Walt Disney’s Business Strategy

In 1957, Walt Disney created this extraordinary strategy document, showing how he was thinking about (and growing) his empire.

Walt Disney's Business Strategy, 1957.

Walt Disney’s Business Strategy, 1957.

In Jim Collins‘ language, we might call this a business built of many flywheels, each feedback loop reinforcing the rest.

After Disney died, the company languished. As a kid, I’d loved the classic movies, but The Black Cauldron (to take one example) showed how far they had fallen.

When Micheal Eisner was brought in as CEO (1984), he recruited Jeffrey Katzenberg and gave him a blunt mission. “Fix Disney animation.”

Katzenberg – looking for inspiration in the archives – rediscovered Disney’s drawing.

Or so the story goes.

Is it that simple? I doubt it, but think about this…
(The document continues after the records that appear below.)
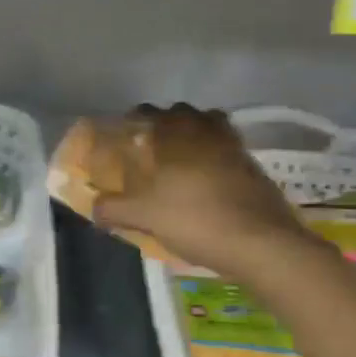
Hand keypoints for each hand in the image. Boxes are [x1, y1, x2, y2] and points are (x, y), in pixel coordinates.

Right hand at [90, 104, 307, 273]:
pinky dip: (216, 158)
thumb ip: (115, 209)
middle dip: (168, 124)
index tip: (125, 133)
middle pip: (185, 114)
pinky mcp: (254, 169)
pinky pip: (228, 151)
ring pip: (211, 129)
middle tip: (153, 147)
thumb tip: (94, 207)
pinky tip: (207, 182)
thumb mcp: (145, 217)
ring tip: (182, 162)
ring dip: (196, 137)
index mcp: (177, 135)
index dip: (135, 119)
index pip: (150, 113)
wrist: (261, 244)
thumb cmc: (196, 220)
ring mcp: (235, 149)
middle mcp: (207, 132)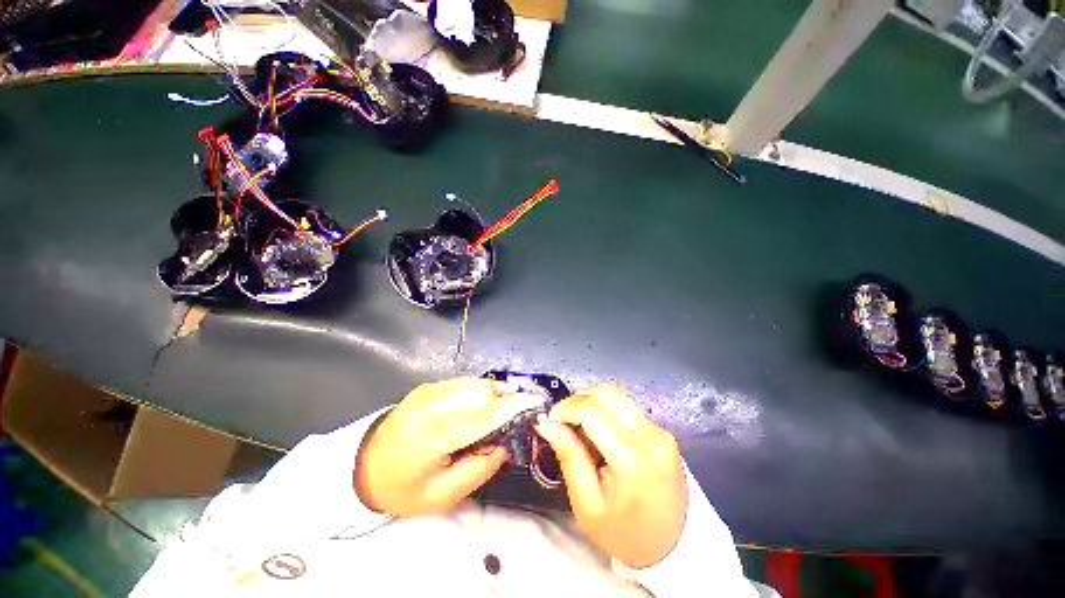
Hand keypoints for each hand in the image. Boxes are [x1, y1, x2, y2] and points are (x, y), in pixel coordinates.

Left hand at [355, 378, 542, 516]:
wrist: (361, 468)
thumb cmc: (401, 488)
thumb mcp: (441, 496)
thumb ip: (479, 469)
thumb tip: (504, 444)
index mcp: (433, 434)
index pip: (483, 414)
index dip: (512, 406)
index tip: (535, 401)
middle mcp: (432, 404)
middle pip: (481, 390)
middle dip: (504, 398)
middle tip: (515, 414)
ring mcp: (428, 391)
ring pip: (474, 382)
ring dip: (493, 393)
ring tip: (501, 409)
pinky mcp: (428, 387)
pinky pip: (463, 383)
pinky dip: (479, 390)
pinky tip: (480, 405)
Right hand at [534, 384, 686, 568]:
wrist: (674, 550)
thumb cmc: (625, 534)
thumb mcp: (587, 504)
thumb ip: (568, 456)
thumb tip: (547, 423)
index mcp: (632, 458)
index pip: (592, 411)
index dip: (566, 408)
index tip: (550, 419)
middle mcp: (651, 436)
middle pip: (607, 394)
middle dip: (578, 400)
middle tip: (564, 422)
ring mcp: (660, 432)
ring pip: (617, 396)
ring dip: (592, 403)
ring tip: (581, 429)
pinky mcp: (662, 432)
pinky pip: (627, 407)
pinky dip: (606, 411)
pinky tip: (599, 434)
Walt’s strategy was linking as many of his properties as he could, using the unique attributes of each to power and reinforce the whole.

He was franchising his stories and his characters, his visuals, his music, and of course, his brand.

Since the 90s, the company has not only ‘fixed animation’, but doubled down on connecting its assets… doubled down on franchising.

Pixar. Marvel. Star Wars. Disney+.

In my world, every podcast is connected to every other, and this website, and the value of telling your story.

You don’t have to be Disney to do this.